Treasury Dept. 'SWAT teams' to move in on mortgage industry: War or a joke?
And just as a movie audience should laugh at such a silly idea for a film, people should laugh even harder since this is no movie script but real life (no, not real life television ... real, actual, life! (The type with no syndication rights!)
As part of phase two of the Obama plan to get lenders to reduce mortgage payments (phase one, in case you didn't notice, failed almost totally), the Treasury Department has announced it will dispatch three person "SWAT teams" to "monitor the eight largest companies' work and requesting twice-daily reports on their progress," reports the Associated Press.
Also, as WalletPop reported earlier, the government plans on publishing a list of shame of mortgage companies that are not really doing enough to modify mortgages ... which is pretty much all of them.
But don't get your hopes up on this one, future foreclosed homeowners.
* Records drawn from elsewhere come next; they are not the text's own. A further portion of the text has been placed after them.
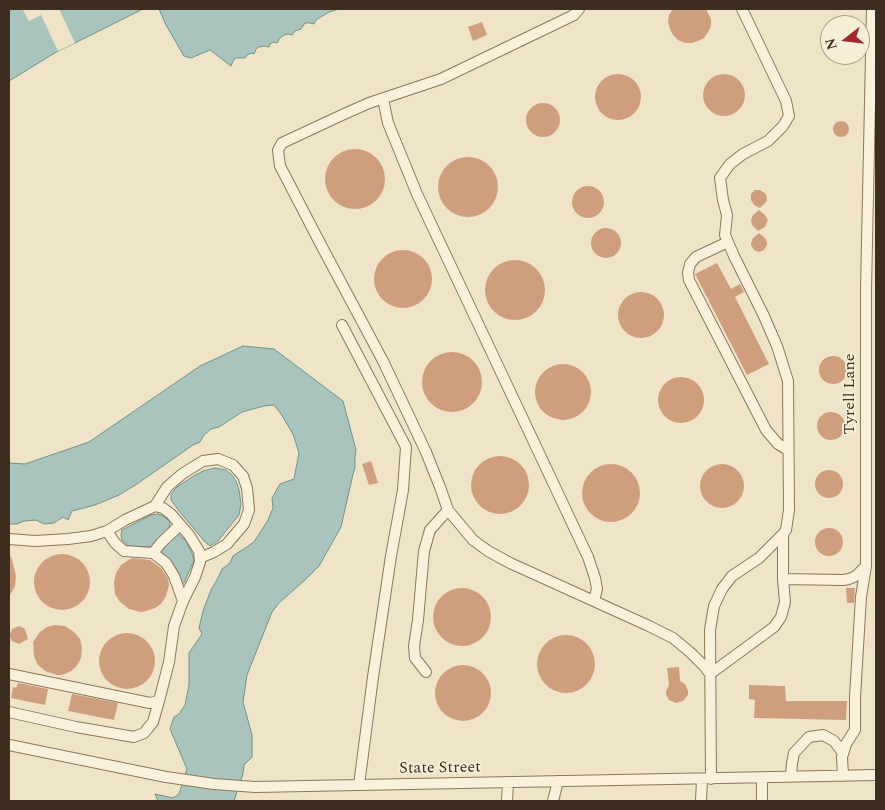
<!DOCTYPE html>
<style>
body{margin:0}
#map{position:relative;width:885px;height:810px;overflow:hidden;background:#f0e4c8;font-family:Spectral,serif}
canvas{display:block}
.frame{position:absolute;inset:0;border:10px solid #3d2e20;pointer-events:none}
.north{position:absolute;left:820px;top:15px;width:50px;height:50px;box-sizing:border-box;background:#f7eed8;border:1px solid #ada18e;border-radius:50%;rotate:254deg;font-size:14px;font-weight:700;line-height:20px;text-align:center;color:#3d2e20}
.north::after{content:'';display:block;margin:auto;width:18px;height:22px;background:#9e2a2b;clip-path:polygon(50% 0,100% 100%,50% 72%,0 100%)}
</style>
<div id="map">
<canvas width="885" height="810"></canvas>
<div class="frame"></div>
<div class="north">N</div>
</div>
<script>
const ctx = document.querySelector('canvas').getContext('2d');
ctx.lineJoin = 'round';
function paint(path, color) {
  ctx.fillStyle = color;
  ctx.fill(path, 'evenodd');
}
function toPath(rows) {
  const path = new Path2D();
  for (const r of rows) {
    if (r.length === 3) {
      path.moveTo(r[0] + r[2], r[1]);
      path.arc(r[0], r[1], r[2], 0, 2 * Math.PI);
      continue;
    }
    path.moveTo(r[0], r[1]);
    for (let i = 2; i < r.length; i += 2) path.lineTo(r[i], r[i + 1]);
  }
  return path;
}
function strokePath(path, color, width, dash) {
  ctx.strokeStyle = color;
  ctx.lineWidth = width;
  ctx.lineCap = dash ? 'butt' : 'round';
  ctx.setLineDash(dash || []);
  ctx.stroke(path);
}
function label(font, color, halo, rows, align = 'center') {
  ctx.font = font + ' Spectral,serif';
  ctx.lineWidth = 4;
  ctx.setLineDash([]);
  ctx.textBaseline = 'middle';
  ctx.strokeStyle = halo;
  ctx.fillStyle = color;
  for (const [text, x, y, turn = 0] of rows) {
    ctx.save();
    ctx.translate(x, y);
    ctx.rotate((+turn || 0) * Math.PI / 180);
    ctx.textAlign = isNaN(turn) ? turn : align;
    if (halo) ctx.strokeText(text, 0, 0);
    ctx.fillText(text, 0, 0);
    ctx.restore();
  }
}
const water = toPath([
 [9,9,143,9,75,43,58,51,9,81,9,9],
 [159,9,339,9,329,12,316,20,314,24,310,23,305,23,301,29,295,31,292,35,288,34,284,35,280,38,277,43,273,42,270,44,269,47,264,46,259,47,256,49,254,54,252,53,247,55,245,58,236,58,233,61,231,66,210,50,191,58,184,56,166,25,159,9],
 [243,346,274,349,343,401,356,450,355,457,355,468,353,474,341,527,319,566,306,579,279,603,272,612,247,675,243,702,252,735,252,757,244,765,243,774,234,801,158,801,155,794,173,798,179,794,187,769,170,729,174,717,179,714,185,705,189,685,189,653,202,634,199,628,203,611,211,590,218,578,222,569,230,563,233,556,254,542,268,520,273,508,272,498,280,484,294,479,299,453,293,434,281,414,274,405,264,406,242,412,219,427,211,429,204,435,200,442,193,445,137,484,119,495,95,505,72,511,68,520,63,517,54,523,44,524,36,520,24,521,17,524,9,524,9,463,25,464,89,442,200,366,243,346],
 [215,468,226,470,232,475,236,481,239,490,241,504,239,515,218,541,210,546,205,542,179,511,171,500,171,494,177,487,192,477,203,471,215,468],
 [158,514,163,516,170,521,169,529,151,547,129,546,122,540,121,535,122,530,151,515,158,514],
 [178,534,186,541,192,553,194,560,184,583,180,583,170,561,165,555,159,551,172,536,178,534]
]);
const pier = toPath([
 [25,9,59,9,75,43,58,51,41,15,29,21,23,10]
]);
const building = toPath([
 [673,9,706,9,711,19,711,26,708,32,704,38,698,41,692,43,685,43,678,40,673,35,670,29,668,22,669,15],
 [482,22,487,35,473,41,468,27],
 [618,97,23],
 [724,95,21],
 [543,120,17],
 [841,129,8],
 [355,179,30],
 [468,187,30],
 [588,202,16],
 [755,190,760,190,766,194,767,200,766,202,760,208,754,205,751,200,751,194],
 [759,210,765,215,768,220,767,222,765,227,758,231,752,225,751,220,753,215],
 [606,243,15],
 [759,233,765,238,767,242,767,245,764,250,759,252,754,250,751,245,751,243,753,238],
 [403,279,29],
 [515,290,30],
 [717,263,731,289,740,284,744,292,735,297,769,364,747,375,695,274],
 [641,315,23],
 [452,382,30],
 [833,370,14],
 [563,392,28],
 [681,400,23],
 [831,426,14],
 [500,485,29],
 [371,461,378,483,369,485,362,464],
 [722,486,22],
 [611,493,29],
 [829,484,14],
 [829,542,14],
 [62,582,28],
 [11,556,16,576,15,586,9,597,9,557],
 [133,558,150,560,161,568,168,579,169,585,166,596,161,604,155,608,146,611,141,612,129,609,120,602,115,594,114,582,116,573,121,565,130,559],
 [846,588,855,588,854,603,847,603],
 [462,617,29],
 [55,625,65,626,74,632,80,639,82,648,81,658,76,667,71,671,62,675,57,675,45,671,37,664,34,656,33,642,40,632,47,627],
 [19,626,25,629,28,639,19,644,12,641,9,636,12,629],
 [127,661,28],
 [566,664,29],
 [463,693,28],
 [679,667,680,681,685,684,688,691,688,695,683,701,676,703,669,700,666,694,666,691,669,685,667,668],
 [18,683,48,689,45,705,11,698,13,687,16,688],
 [749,685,785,686,786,701,847,701,846,720,754,718,755,700,749,699],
 [72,694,118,703,114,720,68,711]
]);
const minor = toPath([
 [579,9,574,15,441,79,369,103,342,115,282,143,278,150,280,166,320,243,383,361,426,452,440,487,448,510,473,540,488,551,510,563,649,626,673,638,691,653,704,666,710,674,774,627,781,617,785,602,783,579,783,534],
 [383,99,388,123,417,194,588,557,595,578,597,589,594,601],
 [728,242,696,257,690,264,688,273,689,280,766,430,778,444,788,450],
 [342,325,406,447,403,490,391,556,373,677,359,785],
 [155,506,167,487,182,474,203,461,218,459,233,465,243,476,247,488,249,510,244,524,227,544,214,552,200,558],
 [107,531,115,543,124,551,153,553,166,563,174,576,183,601],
 [9,539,35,541,68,539,91,536,107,531,125,520,155,506,163,508,171,514,189,535,199,551,200,562,195,577,183,601,174,626,169,662,159,701,150,703,9,674],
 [153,553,161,543,180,525],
 [783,579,843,580,849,579,856,576,866,566],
 [426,672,415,658,414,646,418,620,424,551,430,530,448,510],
 [9,712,76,727,134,737,144,733,153,722,159,701],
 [9,745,166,777,214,784,255,787,876,775],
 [843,776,842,757,846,744,855,730,855,697,861,597,866,566,866,289,872,9],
 [791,777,792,763,794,753,809,737,823,735,834,741,843,753],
 [711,779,710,630,714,606,722,589,732,576,759,558,783,534,786,530,789,510,788,381,777,346,763,314,734,256,725,235,727,215,723,200,720,178,730,164,743,154,768,141,783,126,789,116,786,101,742,9],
 [507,801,508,782],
 [553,801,558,781],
 [701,801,702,779],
 [762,801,762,778]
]);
const streetNames = [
 ["Tyrell Lane",851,394,-90],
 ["State Street",440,769,-1]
];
paint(water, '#a9c4bc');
strokePath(water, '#6f938a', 1);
paint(pier, '#f0e4c8');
paint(building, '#cf9f7d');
strokePath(minor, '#8d765c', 12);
strokePath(minor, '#faf1dc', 10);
label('16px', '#3d2e20', '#f7eed8', streetNames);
</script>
The government official sort of in charge is also blaming YOU for not really understanding the complex paperwork the mortgage companies give you. "Borrowers must understand the urgency of getting their completed paperwork in so they do not miss out on the opportunity for more affordable mortgage payments," the head of the Treasury Department's home ownership preservation office tells the A.P.
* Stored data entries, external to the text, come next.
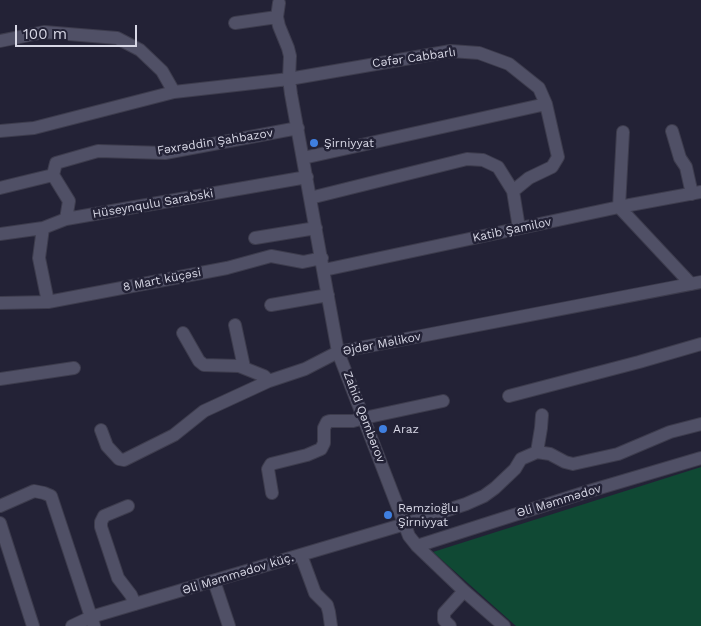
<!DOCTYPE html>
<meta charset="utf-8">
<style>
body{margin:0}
#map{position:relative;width:701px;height:626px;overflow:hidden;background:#232236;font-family:"Work Sans",sans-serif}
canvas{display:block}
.scale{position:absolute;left:15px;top:25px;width:122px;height:22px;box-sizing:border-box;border:2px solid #d7d7e5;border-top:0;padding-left:6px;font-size:15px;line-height:18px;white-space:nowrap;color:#d7d7e5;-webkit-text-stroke:4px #232236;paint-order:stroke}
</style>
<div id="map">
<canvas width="701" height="626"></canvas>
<div class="scale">100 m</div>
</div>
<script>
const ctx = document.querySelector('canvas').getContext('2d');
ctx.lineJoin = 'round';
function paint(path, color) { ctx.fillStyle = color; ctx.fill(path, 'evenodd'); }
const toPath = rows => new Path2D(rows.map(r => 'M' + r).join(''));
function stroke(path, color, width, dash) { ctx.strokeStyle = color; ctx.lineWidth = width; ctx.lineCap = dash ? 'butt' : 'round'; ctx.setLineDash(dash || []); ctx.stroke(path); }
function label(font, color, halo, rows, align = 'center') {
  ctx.font = font + ' "Work Sans",sans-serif'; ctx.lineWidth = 5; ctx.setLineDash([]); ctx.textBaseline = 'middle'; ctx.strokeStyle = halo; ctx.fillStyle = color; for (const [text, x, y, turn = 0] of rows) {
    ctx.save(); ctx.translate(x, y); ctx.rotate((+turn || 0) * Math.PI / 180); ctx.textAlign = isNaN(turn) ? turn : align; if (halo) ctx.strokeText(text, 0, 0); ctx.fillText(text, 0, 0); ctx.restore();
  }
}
const green = toPath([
 [701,467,701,626,516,626,433,552]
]);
const minor = toPath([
 [279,3,277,17,279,26,288,48,290,56,289,79,291,94,338,352,409,536,417,546,464,591,504,626],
 [235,23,277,17],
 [0,41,44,32,117,38,140,50,162,71,174,92],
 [0,131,34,128,174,92,289,79,451,51,479,53,509,64,539,88,546,104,558,157,552,167,529,178,513,191,519,228],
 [672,131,680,158,686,167,692,194],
 [623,132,619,207,691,284],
 [303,158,546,104],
 [53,175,56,163,98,151,165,153,298,128],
 [53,175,69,201,66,219],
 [0,188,53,175],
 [310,198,467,159,483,160,498,167,513,191],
 [43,228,39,258,48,302],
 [0,234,43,228,66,219,307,177],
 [255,238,316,228],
 [324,270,619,207,701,192],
 [0,303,48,302,227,268,271,256,303,262,322,258],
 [271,305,328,295],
 [235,325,244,367],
 [183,333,199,361,204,365,239,366,264,376,269,381],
 [0,379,74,368],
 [509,396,639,362,701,344],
 [101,430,107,446,119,459,124,460,174,435,204,411,269,381,305,369,338,352,701,282],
 [537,452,541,428,542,415],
 [272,493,268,469,271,464,307,455,321,449,324,443,324,428,327,422,330,421,353,421,364,418,443,401],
 [0,506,34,491,44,493,51,496,94,626],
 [128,506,104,516,101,522,101,527,118,578,131,595,135,604],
 [0,523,33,626],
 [417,546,586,492,701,458],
 [301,555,315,593,327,605,329,612,331,626],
 [214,581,229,626],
 [72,626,91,617,405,524,466,504,484,496,495,488,515,469,521,459,537,452,550,454,565,462,573,464,618,454,670,432,701,424],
 [450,626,444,620,444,613,464,591]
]);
const markers = [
 [314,143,5,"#3f7fe0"],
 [383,429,5,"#3f7fe0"],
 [388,515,5,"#3f7fe0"]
];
const streetNames = [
 ["Cəfər Cabbarlı",414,58,-8],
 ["Fəxrəddin Şahbazov",215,142,-9],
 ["Hüseynqulu Sarabski",153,204,-10],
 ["Katib Şamilov",512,230,-12],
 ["8 Mart küçəsi",162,280,-11],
 ["Əjdər Məlikov",382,344,-11],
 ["Zahid Qəmbərov",364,417,69],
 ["Əli Məmmədov",559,501,-17],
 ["Əli Məmmədov küç.",238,574,-17]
];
const poiNames = [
 ["Şirniyyat",324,143],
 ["Araz",393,429],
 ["Rəmzioğlu",398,508],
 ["Şirniyyat",398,522]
];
paint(green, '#104934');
stroke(minor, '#3d3c4d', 14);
stroke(minor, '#505066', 12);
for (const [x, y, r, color] of markers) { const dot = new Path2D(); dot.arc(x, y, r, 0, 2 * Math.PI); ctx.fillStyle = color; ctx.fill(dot); stroke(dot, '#232236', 2); }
label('12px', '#d7d7e5', '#232236', streetNames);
label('12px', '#d7d7e5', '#232236', poiNames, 'left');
</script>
Critics will argue that the documents are so damn confusing, no one really understands them. Gee, you think just maybe that's because the mortgage companies want it that way? Call me a cynic. But also call me right.
Besides, the best way to stop home foreclosures now is to put people back to work.
Jane Law, with the New Hampshire Housing Finance Authority, for example, tells New Hampshire Public Radio that, "If unemployment is the reason that people are defaulting on their loans, then a loan modification without regained employment isn't going to help. You're going to lose your house."
Get the feeling we are being swindled....again?
Charles Feldman is a journalist, media consultant and co-author of the book, "No Time To Think-The Menace of Media Speed and the 24-hour News Cycle."